● **Task statement**: Using the records provided below, locate and copy each line that contains the word "Degollado".

● **Working data**:
= = = = =

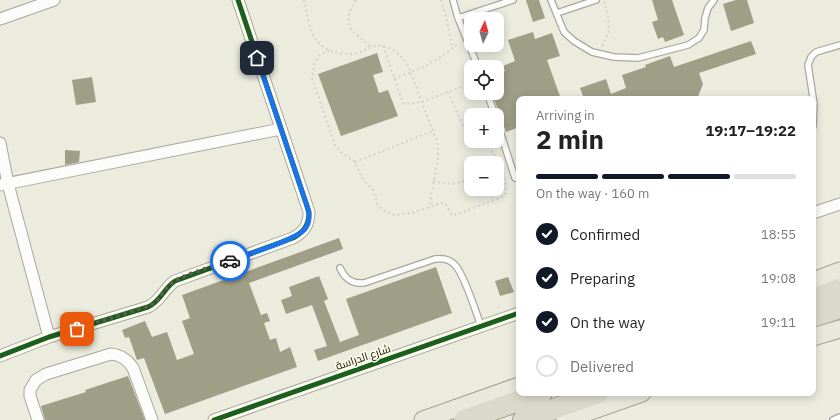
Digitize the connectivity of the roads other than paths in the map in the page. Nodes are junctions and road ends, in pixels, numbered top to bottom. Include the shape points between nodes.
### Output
1 (54, 0) edge
2 (238, 0) edge
3 (453, 0) edge
4 (513, 0) edge
5 (551, 0) edge
6 (596, 0) edge
7 (714, 0) edge
8 (557, 13) junction
9 (458, 18) junction
10 (0, 19) edge
11 (840, 45) edge
12 (475, 60) edge
13 (813, 96) edge
14 (281, 129) junction
15 (0, 143) edge
16 (504, 144) edge
17 (515, 178) dead end
18 (4, 184) edge
19 (840, 204) edge
20 (816, 212) edge
21 (340, 268) dead end
22 (840, 271) edge
23 (816, 279) edge
24 (840, 289) edge
25 (816, 298) edge
26 (840, 308) edge
27 (516, 314) edge
28 (816, 316) edge
29 (480, 326) junction
30 (840, 329) edge
31 (816, 336) edge
32 (49, 337) junction
33 (0, 356) edge
34 (516, 387) edge
35 (533, 396) edge
36 (590, 396) edge
37 (633, 396) edge
38 (840, 418) edge
39 (38, 420) edge
40 (152, 420) edge
41 (214, 420) edge
42 (423, 420) edge
43 (464, 420) edge
44 (523, 420) edge
45 (565, 420) edge
46 (833, 420) edge

1 - 10 street
2 - 14 street
3 - 9 lane
4 - 9 lane
5 - 8 lane
6 - 8 lane
7 - 8 lane via 708,8 704,30 699,38 688,45 638,58 614,57 592,52 564,32
9 - 12 lane
11 - 13 lane via 816,52 809,61
14 - 18 street
14 - 32 street via 309,212 304,230 293,238 178,279 166,288 159,300 148,307
15 - 18 street
16 - 17 lane
18 - 32 street
19 - 20 street
21 - 29 lane via 352,282 364,283 435,259 452,262 460,271
22 - 23 main road
24 - 25 highway
26 - 28 highway
27 - 29 street, شارع الدراسة
29 - 41 street, شارع الدراسة
30 - 31 main road
32 - 33 street
34 - 42 main road
35 - 43 highway
36 - 44 highway
37 - 45 main road
38 - 46 lane
39 - 40 street via 30,396 30,390 36,380 46,374 111,354 130,363

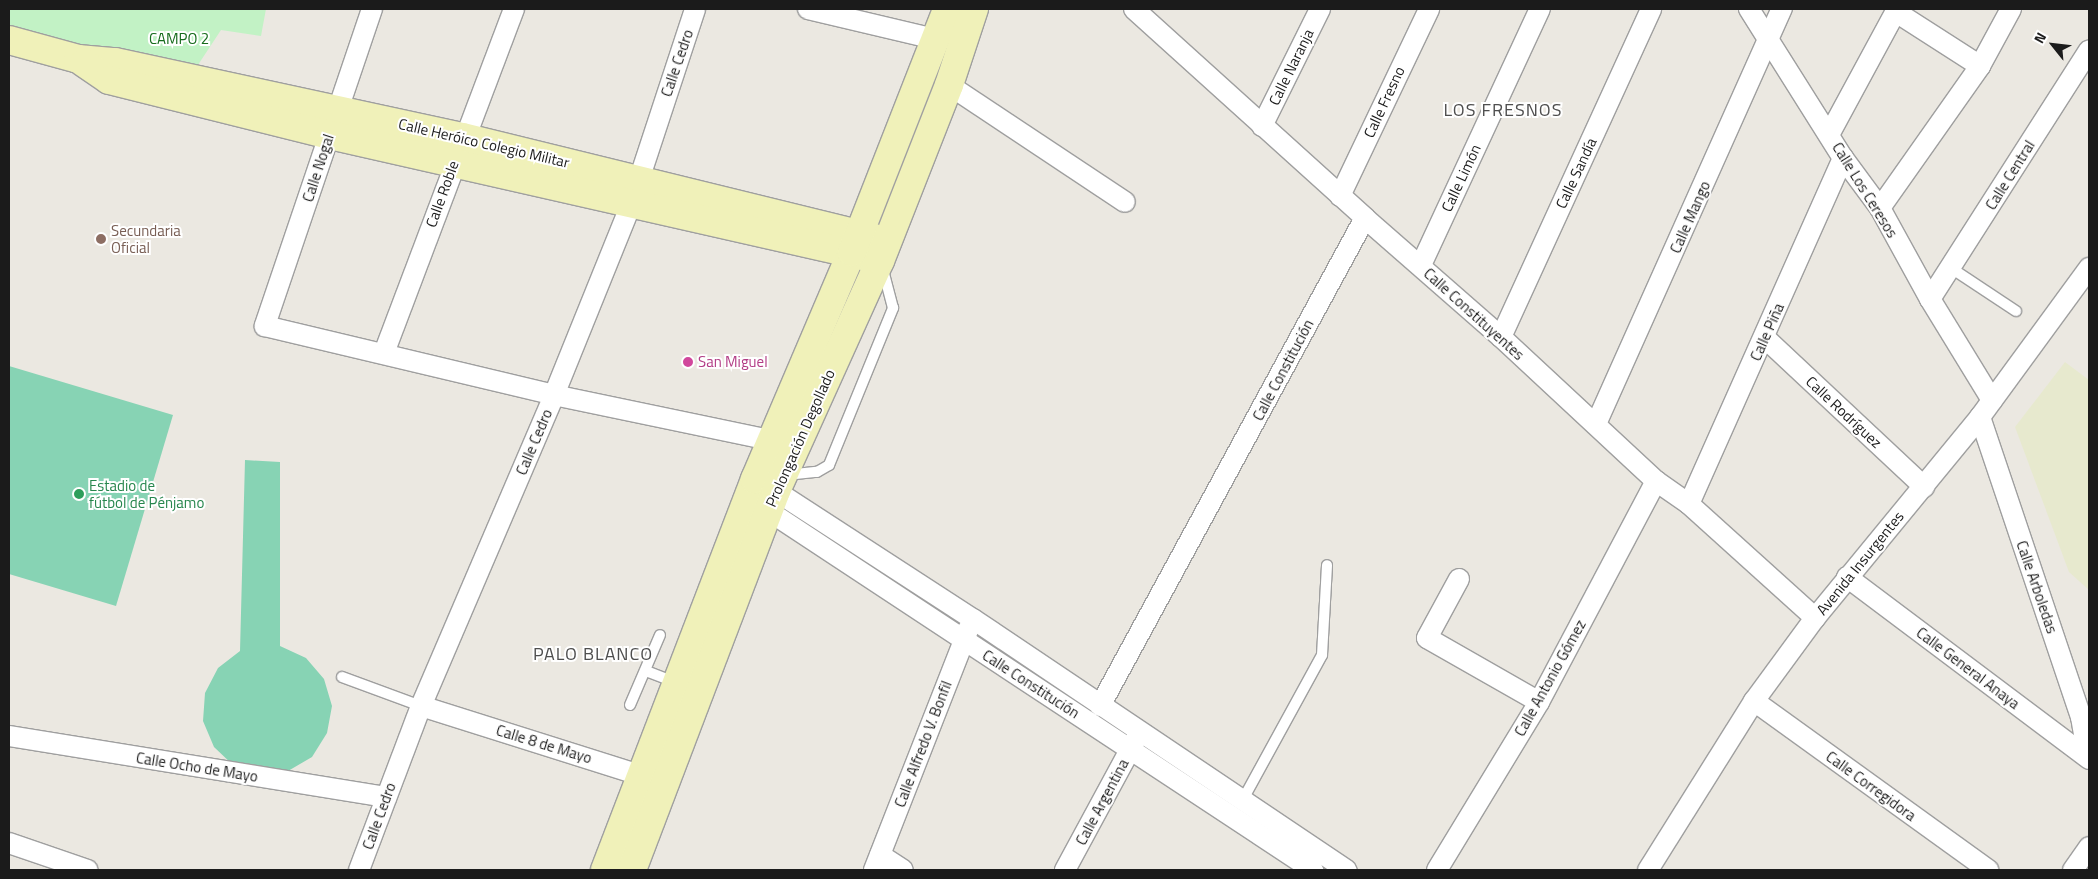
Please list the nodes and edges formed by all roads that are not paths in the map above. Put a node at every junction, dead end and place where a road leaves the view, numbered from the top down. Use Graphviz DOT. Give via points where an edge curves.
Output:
graph roads {
  1 [pos="372,9"];
  2 [pos="514,9"];
  3 [pos="695,9"];
  4 [pos="808,9"];
  5 [pos="947,9"];
  6 [pos="974,9"];
  7 [pos="1134,9"];
  8 [pos="1320,9"];
  9 [pos="1429,9"];
  10 [pos="1540,9"];
  11 [pos="1651,9"];
  12 [pos="1749,9"];
  13 [pos="1782,9"];
  14 [pos="2011,9"];
  15 [pos="1896,10"];
  16 [pos="935,39"];
  17 [pos="9,40"];
  18 [pos="1770,41"];
  19 [pos="2089,50"];
  20 [pos="1980,66"];
  21 [pos="949,85"];
  22 [pos="333,122"];
  23 [pos="1262,126"];
  24 [pos="1830,133"];
  25 [pos="464,137"];
  26 [pos="1843,158"];
  27 [pos="454,163"];
  28 [pos="634,192"];
  29 [pos="1340,196"];
  30 [pos="1126,202"];
  31 [pos="1880,208"];
  32 [pos="1364,218"];
  33 [pos="854,243"];
  34 [pos="884,251"];
  35 [pos="1421,265"];
  36 [pos="1951,268"];
  37 [pos="2089,268"];
  38 [pos="1930,299"];
  39 [pos="2016,311"];
  40 [pos="1501,337"];
  41 [pos="1765,338"];
  42 [pos="384,353"];
  43 [pos="554,395"];
  44 [pos="1992,400"];
  45 [pos="1980,417"];
  46 [pos="1596,424"];
  47 [pos="774,441"];
  48 [pos="1656,481"];
  49 [pos="1924,487"];
  50 [pos="766,490"];
  51 [pos="1688,504"];
  52 [pos="1326,565"];
  53 [pos="1847,577"];
  54 [pos="1459,578"];
  55 [pos="1815,618"];
  56 [pos="973,619"];
  57 [pos="660,635"];
  58 [pos="963,640"];
  59 [pos="646,671"];
  60 [pos="342,677"];
  61 [pos="679,683"];
  62 [pos="1539,702"];
  63 [pos="1754,702"];
  64 [pos="630,705"];
  65 [pos="421,706"];
  66 [pos="1100,706"];
  67 [pos="9,736"];
  68 [pos="1134,741"];
  69 [pos="2088,758"];
  70 [pos="654,780"];
  71 [pos="386,797"];
  72 [pos="1237,810"];
  73 [pos="9,843"];
  74 [pos="2089,847"];
  75 [pos="877,863"];
  76 [pos="88,870"];
  77 [pos="359,870"];
  78 [pos="605,870"];
  79 [pos="632,870"];
  80 [pos="903,870"];
  81 [pos="1065,870"];
  82 [pos="1313,870"];
  83 [pos="1346,870"];
  84 [pos="1437,870"];
  85 [pos="1648,870"];
  86 [pos="1988,870"];
  87 [pos="2073,870"];
  1 -- 22 [label="street, Calle Nogal"];
  2 -- 25 [label="street, Calle Roble"];
  3 -- 28 [label="street, Calle Cedro"];
  4 -- 16 [label="street"];
  5 -- 16 [label="street, Prolongación Degollado"];
  6 -- 21 [label="street, Prolongación Degollado"];
  7 -- 23 [label="street, Calle Constituyentes"];
  8 -- 23 [label="street, Calle Naranja"];
  9 -- 29 [label="street, Calle Fresno"];
  10 -- 35 [label="street, Calle Limón"];
  11 -- 40 [label="street, Calle Sandía"];
  12 -- 18 [label="street, Calle Los Ceresos"];
  13 -- 18 [label="street, Calle Mango"];
  14 -- 20 [label="street"];
  15 -- 20 [label="street"];
  15 -- 24 [label="street"];
  16 -- 33 [label="street, Prolongación Degollado"];
  17 -- 22 [label="street, Calle Heróico Colegio Militar" via="78,59 108,80"];
  18 -- 24 [label="street, Calle Los Ceresos"];
  18 -- 46 [label="street, Calle Mango"];
  19 -- 36 [label="street, Calle Central"];
  20 -- 31 [label="street"];
  21 -- 30 [label="street"];
  21 -- 34 [label="street, Prolongación Degollado"];
  22 -- 25 [label="street, Calle Heróico Colegio Militar"];
  22 -- 27 [label="street, Calle Heróico Colegio Militar"];
  22 -- 42 [label="street, Calle Nogal" via="265,326"];
  23 -- 29 [label="street, Calle Constituyentes"];
  24 -- 26 [label="street, Calle Los Ceresos"];
  25 -- 27 [label="street, Calle Roble"];
  25 -- 28 [label="street, Calle Heróico Colegio Militar"];
  26 -- 31 [label="street, Calle Los Ceresos"];
  26 -- 41 [label="street, Calle Piña"];
  27 -- 28 [label="street, Calle Heróico Colegio Militar"];
  27 -- 42 [label="street, Calle Roble"];
  28 -- 33 [label="street, Calle Heróico Colegio Militar"];
  28 -- 43 [label="street, Calle Cedro"];
  29 -- 32 [label="street, Calle Constituyentes"];
  31 -- 38 [label="street, Calle Los Ceresos"];
  32 -- 35 [label="street, Calle Constituyentes"];
  32 -- 66 [label="street, Calle Constitución"];
  33 -- 34 [label="street, Calle Heróico Colegio Militar"];
  33 -- 47 [label="street, Prolongación Degollado"];
  34 -- 50 [label="street, Prolongación Degollado"];
  34 -- 50 [label="lane" via="893,308 829,465"];
  35 -- 40 [label="street, Calle Constituyentes"];
  36 -- 38 [label="street, Calle Central"];
  36 -- 39 [label="lane"];
  37 -- 44 [label="street, Avenida Insurgentes"];
  38 -- 44 [label="street, Calle Los Ceresos"];
  40 -- 46 [label="street, Calle Constituyentes"];
  41 -- 49 [label="street, Calle Rodríguez"];
  41 -- 51 [label="street, Calle Piña"];
  42 -- 43 [label="street"];
  43 -- 47 [label="street"];
  43 -- 65 [label="street, Calle Cedro"];
  44 -- 45 [label="street, Avenida Insurgentes"];
  45 -- 49 [label="street, Avenida Insurgentes"];
  45 -- 69 [label="street, Calle Arboledas" via="2081,717"];
  46 -- 48 [label="street, Calle Constituyentes"];
  47 -- 50 [label="street, Prolongación Degollado"];
  48 -- 51 [label="street, Calle Constituyentes"];
  48 -- 62 [label="street, Calle Antonio Gómez"];
  49 -- 53 [label="street, Avenida Insurgentes"];
  50 -- 56 [label="street, Calle Constitución"];
  50 -- 58 [label="street, Calle Constitución"];
  50 -- 61 [label="street, Prolongación Degollado"];
  50 -- 70 [label="street, Prolongación Degollado"];
  51 -- 55 [label="street, Calle Constituyentes"];
  52 -- 72 [label="lane" via="1322,655"];
  53 -- 55 [label="street, Avenida Insurgentes"];
  53 -- 69 [label="street, Calle General Anaya"];
  54 -- 62 [label="street" via="1427,638"];
  55 -- 63 [label="street, Avenida Insurgentes"];
  56 -- 58 [label="street, Calle Alfredo V. Bonfil"];
  56 -- 66 [label="street, Calle Constitución"];
  57 -- 59 [label="lane"];
  58 -- 68 [label="street, Calle Constitución"];
  58 -- 75 [label="street, Calle Alfredo V. Bonfil"];
  59 -- 61 [label="lane"];
  59 -- 64 [label="lane"];
  60 -- 65 [label="lane"];
  61 -- 70 [label="street, Prolongación Degollado"];
  62 -- 84 [label="street, Calle Antonio Gómez"];
  63 -- 85 [label="street, Avenida Insurgentes"];
  63 -- 86 [label="street, Calle Corregidora"];
  65 -- 70 [label="street, Calle 8 de Mayo"];
  65 -- 71 [label="street, Calle Cedro"];
  66 -- 68 [label="street, Calle Constitución"];
  67 -- 71 [label="street, Calle Ocho de Mayo"];
  68 -- 72 [label="street, Calle Constitución"];
  68 -- 81 [label="street, Calle Argentina"];
  70 -- 78 [label="street, Prolongación Degollado"];
  70 -- 79 [label="street, Prolongación Degollado"];
  71 -- 77 [label="street, Calle Cedro"];
  72 -- 82 [label="street, Calle Constitución"];
  72 -- 83 [label="street, Calle Constitución"];
  73 -- 76 [label="street"];
  74 -- 87 [label="street"];
  75 -- 80 [label="street"];
}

= = = = =

● **Task output**:
  5 -- 16 [label="street, Prolongación Degollado"];
  6 -- 21 [label="street, Prolongación Degollado"];
  16 -- 33 [label="street, Prolongación Degollado"];
  21 -- 34 [label="street, Prolongación Degollado"];
  33 -- 47 [label="street, Prolongación Degollado"];
  34 -- 50 [label="street, Prolongación Degollado"];
  47 -- 50 [label="street, Prolongación Degollado"];
  50 -- 61 [label="street, Prolongación Degollado"];
  50 -- 70 [label="street, Prolongación Degollado"];
  61 -- 70 [label="street, Prolongación Degollado"];
  70 -- 78 [label="street, Prolongación Degollado"];
  70 -- 79 [label="street, Prolongación Degollado"];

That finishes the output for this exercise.